Exercise:
With pictures removed, the data below should be returned exactly.

>>>

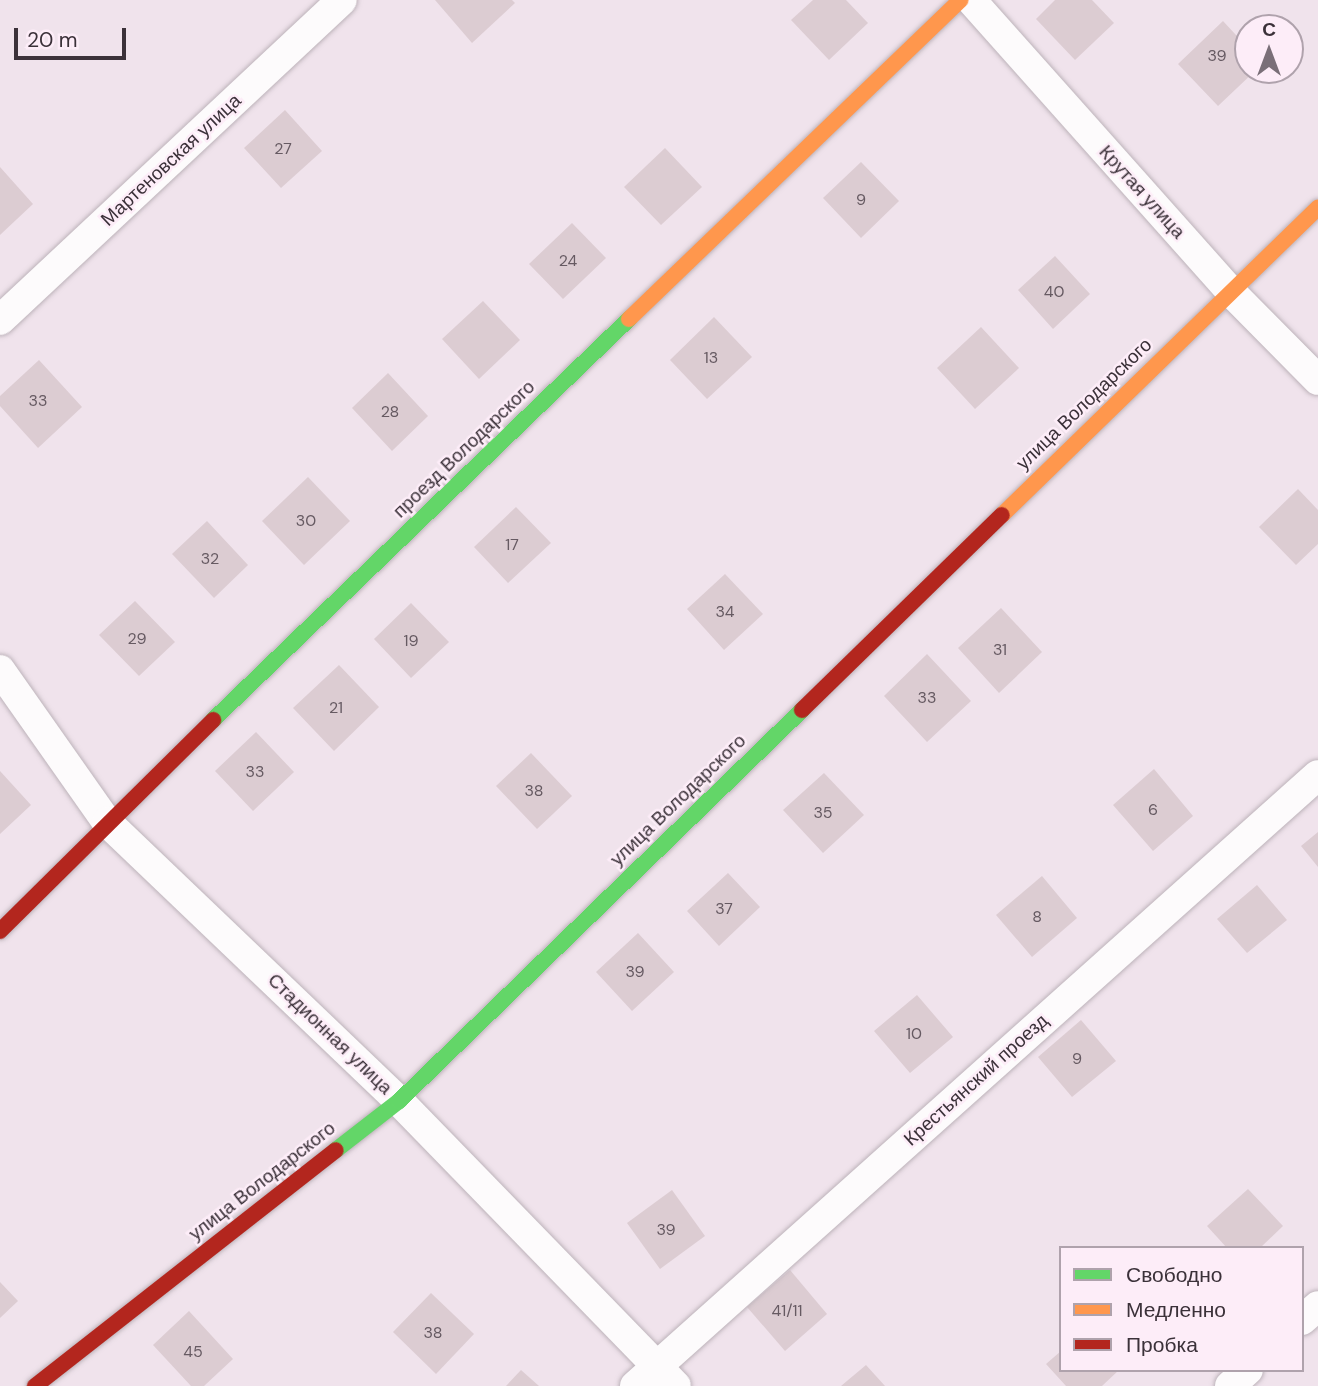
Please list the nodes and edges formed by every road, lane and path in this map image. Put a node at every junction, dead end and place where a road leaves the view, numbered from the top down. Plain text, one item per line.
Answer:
1 (342, 0) edge
2 (960, 0) edge
3 (971, 0) edge
4 (1318, 208) edge
5 (1230, 291) junction
6 (0, 320) edge
7 (1318, 380) edge
8 (0, 670) edge
9 (1318, 775) edge
10 (107, 822) junction
11 (0, 931) edge
12 (399, 1101) junction
13 (1318, 1306) edge
14 (1304, 1318) edge
15 (1246, 1372) edge
16 (666, 1376) edge
17 (35, 1386) edge
18 (635, 1386) edge
19 (1230, 1386) edge

1 - 6 street, Мартеновская улица
2 - 10 street, проезд Володарского
3 - 5 street, Крутая улица
4 - 5 street, улица Володарского
5 - 7 street, Крутая улица
5 - 12 street, улица Володарского
8 - 10 street, Стадионная улица
9 - 16 street, Крестьянский проезд
10 - 11 street, проезд Володарского
10 - 12 street, Стадионная улица
12 - 16 street, Стадионная улица
12 - 17 street, улица Володарского
13 - 14 street
15 - 19 street
16 - 18 street, Крестьянский проезд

<<<

Expected answer:
Please list the nodes and edges formed by every road, lane and path in this map image. Put a node at every junction, dead end and place where a road leaves the view, numbered from the top down. Plain text, one item per line.
Answer:
1 (342, 0) edge
2 (960, 0) edge
3 (971, 0) edge
4 (1318, 208) edge
5 (1230, 291) junction
6 (0, 320) edge
7 (1318, 380) edge
8 (0, 670) edge
9 (1318, 775) edge
10 (107, 822) junction
11 (0, 931) edge
12 (399, 1101) junction
13 (1318, 1306) edge
14 (1304, 1318) edge
15 (1246, 1372) edge
16 (666, 1376) edge
17 (35, 1386) edge
18 (635, 1386) edge
19 (1230, 1386) edge

1 - 6 street, Мартеновская улица
2 - 10 street, проезд Володарского
3 - 5 street, Крутая улица
4 - 5 street, улица Володарского
5 - 7 street, Крутая улица
5 - 12 street, улица Володарского
8 - 10 street, Стадионная улица
9 - 16 street, Крестьянский проезд
10 - 11 street, проезд Володарского
10 - 12 street, Стадионная улица
12 - 16 street, Стадионная улица
12 - 17 street, улица Володарского
13 - 14 street
15 - 19 street
16 - 18 street, Крестьянский проезд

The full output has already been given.